Please tally the lines in the material below that contain the word "every", and give the count only.

*** Opening Task inputs ***

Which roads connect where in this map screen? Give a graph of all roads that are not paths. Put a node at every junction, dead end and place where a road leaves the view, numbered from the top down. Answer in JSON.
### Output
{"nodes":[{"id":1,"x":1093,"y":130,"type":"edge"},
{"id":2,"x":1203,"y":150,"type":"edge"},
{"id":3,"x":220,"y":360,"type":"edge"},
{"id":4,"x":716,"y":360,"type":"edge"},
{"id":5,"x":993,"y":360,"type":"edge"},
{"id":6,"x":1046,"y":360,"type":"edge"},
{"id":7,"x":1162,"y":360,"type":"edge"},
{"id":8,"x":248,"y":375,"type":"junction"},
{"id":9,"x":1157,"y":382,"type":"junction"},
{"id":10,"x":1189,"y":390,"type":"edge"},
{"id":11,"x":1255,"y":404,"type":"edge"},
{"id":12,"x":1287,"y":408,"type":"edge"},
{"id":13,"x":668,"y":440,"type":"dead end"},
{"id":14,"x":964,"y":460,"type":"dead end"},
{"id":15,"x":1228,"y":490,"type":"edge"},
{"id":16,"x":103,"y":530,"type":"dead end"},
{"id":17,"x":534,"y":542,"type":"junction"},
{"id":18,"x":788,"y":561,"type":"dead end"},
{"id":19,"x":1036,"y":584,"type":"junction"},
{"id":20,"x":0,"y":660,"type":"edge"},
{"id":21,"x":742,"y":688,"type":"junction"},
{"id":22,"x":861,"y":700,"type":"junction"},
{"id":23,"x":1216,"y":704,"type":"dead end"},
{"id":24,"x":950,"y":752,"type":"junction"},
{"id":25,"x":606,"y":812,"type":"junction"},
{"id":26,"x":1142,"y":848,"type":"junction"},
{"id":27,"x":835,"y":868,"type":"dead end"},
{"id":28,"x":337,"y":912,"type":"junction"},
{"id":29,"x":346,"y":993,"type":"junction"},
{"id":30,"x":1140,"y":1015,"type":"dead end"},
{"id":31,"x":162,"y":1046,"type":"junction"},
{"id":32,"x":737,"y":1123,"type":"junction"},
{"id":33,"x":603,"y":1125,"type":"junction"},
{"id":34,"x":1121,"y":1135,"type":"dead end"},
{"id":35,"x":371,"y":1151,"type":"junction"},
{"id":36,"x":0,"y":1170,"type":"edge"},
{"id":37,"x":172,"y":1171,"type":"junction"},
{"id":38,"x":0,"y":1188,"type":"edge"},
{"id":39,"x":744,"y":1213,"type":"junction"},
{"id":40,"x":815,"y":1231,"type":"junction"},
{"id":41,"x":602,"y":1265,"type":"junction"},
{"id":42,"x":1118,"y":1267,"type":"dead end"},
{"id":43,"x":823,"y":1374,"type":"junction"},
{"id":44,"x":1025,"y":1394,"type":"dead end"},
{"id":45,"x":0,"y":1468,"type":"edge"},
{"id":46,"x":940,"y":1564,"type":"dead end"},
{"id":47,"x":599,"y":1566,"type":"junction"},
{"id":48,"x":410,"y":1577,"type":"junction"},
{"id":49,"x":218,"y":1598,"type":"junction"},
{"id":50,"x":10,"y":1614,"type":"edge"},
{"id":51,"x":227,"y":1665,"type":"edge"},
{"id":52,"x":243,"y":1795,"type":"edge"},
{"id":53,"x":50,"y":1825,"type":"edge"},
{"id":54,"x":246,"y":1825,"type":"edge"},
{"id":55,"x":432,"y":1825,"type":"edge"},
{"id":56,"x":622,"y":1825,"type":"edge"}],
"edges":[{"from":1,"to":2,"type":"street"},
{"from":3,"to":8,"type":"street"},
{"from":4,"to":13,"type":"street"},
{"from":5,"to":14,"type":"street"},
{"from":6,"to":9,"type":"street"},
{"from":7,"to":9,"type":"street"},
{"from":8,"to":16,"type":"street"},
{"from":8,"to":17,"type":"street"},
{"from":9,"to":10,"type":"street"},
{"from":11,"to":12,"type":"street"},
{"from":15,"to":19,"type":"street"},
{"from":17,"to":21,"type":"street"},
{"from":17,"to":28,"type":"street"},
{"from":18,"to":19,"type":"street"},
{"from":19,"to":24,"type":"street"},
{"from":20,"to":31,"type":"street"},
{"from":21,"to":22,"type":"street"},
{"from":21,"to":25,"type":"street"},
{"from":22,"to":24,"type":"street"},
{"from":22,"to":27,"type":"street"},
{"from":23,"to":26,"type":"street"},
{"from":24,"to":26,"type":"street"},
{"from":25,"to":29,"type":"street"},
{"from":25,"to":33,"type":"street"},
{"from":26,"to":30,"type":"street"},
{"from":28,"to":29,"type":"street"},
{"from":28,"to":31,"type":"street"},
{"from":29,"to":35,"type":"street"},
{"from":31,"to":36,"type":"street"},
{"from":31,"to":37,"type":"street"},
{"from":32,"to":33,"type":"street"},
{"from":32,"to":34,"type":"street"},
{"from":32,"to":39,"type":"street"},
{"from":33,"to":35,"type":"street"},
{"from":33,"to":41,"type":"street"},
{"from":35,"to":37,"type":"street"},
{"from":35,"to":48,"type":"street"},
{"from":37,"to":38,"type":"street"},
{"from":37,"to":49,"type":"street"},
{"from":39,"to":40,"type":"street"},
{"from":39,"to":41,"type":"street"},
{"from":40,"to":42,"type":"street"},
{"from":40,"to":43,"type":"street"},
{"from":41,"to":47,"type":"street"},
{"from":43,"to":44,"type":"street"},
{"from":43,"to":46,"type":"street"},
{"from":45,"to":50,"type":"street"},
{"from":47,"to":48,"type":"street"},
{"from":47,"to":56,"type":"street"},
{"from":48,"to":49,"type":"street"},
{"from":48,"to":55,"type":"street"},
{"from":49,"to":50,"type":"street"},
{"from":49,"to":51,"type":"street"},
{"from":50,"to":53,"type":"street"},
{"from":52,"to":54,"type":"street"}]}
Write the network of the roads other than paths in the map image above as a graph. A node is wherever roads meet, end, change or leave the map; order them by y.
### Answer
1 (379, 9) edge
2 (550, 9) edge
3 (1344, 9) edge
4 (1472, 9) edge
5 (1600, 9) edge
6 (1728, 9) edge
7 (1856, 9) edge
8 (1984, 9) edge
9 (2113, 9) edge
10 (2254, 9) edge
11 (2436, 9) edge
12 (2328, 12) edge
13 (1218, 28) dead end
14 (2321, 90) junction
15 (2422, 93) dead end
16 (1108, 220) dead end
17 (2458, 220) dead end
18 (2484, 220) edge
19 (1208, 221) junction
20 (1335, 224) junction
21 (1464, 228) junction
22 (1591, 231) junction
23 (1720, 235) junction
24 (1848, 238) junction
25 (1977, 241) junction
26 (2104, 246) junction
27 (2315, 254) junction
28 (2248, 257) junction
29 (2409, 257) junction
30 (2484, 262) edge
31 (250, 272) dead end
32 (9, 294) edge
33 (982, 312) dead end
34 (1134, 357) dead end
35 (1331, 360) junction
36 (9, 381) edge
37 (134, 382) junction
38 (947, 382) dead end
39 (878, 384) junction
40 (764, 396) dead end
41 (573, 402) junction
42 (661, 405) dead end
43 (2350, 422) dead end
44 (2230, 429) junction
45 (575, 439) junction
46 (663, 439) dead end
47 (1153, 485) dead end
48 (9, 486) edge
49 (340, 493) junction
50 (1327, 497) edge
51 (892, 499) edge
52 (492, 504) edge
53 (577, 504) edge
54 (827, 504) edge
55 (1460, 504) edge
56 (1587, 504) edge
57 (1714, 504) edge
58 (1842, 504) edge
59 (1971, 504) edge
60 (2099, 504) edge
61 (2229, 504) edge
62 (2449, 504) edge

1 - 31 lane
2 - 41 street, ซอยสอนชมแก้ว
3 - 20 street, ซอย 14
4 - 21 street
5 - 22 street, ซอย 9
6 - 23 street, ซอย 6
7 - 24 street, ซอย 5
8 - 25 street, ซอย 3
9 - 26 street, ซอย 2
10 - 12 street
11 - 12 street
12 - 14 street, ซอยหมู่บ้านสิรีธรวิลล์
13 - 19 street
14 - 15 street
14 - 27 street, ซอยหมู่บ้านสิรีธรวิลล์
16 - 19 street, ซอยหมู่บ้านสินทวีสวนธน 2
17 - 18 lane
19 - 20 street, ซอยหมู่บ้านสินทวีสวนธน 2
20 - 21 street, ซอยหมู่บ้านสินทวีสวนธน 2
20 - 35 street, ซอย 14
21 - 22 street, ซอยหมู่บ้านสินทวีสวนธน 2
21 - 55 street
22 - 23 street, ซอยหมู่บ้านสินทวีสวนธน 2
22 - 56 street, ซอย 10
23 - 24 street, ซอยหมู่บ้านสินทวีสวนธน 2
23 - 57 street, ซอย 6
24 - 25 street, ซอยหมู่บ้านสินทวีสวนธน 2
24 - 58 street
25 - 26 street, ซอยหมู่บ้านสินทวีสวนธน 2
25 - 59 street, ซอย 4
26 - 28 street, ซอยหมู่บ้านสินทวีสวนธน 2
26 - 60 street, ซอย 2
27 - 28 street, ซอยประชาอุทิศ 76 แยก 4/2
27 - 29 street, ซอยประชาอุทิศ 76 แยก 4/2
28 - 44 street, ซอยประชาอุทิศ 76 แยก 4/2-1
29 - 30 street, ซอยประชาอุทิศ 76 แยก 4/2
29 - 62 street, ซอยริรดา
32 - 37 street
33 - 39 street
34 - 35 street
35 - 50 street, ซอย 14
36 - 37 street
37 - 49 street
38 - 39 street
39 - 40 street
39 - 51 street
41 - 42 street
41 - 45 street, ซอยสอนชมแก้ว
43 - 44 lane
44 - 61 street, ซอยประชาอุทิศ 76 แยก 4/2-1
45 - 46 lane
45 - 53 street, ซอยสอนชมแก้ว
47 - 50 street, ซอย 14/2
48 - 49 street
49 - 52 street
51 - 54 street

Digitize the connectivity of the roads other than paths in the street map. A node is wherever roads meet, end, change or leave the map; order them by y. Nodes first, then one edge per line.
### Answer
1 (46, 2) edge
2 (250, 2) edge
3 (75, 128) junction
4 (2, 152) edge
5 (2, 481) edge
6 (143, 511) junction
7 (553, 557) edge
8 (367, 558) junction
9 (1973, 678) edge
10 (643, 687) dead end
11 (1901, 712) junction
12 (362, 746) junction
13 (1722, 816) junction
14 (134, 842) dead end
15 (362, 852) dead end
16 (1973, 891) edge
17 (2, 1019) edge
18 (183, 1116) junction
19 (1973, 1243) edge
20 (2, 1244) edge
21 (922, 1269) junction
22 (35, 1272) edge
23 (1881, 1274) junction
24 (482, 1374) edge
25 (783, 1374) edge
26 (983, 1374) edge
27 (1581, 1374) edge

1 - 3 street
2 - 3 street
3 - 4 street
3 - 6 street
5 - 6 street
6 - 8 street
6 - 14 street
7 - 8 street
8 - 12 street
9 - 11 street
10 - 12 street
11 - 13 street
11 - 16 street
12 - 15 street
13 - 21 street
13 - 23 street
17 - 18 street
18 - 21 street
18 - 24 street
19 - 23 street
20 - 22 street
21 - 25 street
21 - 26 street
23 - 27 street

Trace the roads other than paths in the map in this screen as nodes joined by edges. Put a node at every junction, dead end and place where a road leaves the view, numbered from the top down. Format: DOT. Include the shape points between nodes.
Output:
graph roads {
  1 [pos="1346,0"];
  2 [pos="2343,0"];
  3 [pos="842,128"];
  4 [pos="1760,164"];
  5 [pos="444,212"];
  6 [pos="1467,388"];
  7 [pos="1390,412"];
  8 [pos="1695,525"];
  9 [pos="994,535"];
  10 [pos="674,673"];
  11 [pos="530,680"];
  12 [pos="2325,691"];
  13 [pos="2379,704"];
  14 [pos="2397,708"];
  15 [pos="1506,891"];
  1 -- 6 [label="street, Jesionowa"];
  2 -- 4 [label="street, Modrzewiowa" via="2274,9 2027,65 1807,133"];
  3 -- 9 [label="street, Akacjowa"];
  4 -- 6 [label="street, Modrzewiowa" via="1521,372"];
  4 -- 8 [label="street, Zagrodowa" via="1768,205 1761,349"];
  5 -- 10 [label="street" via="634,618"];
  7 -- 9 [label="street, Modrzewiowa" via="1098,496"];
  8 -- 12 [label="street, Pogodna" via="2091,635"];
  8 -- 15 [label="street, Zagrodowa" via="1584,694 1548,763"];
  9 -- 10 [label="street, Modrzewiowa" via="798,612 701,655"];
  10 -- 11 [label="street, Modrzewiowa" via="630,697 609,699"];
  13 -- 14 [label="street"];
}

*** Closing Task inputs ***

> [Output of the task]: 2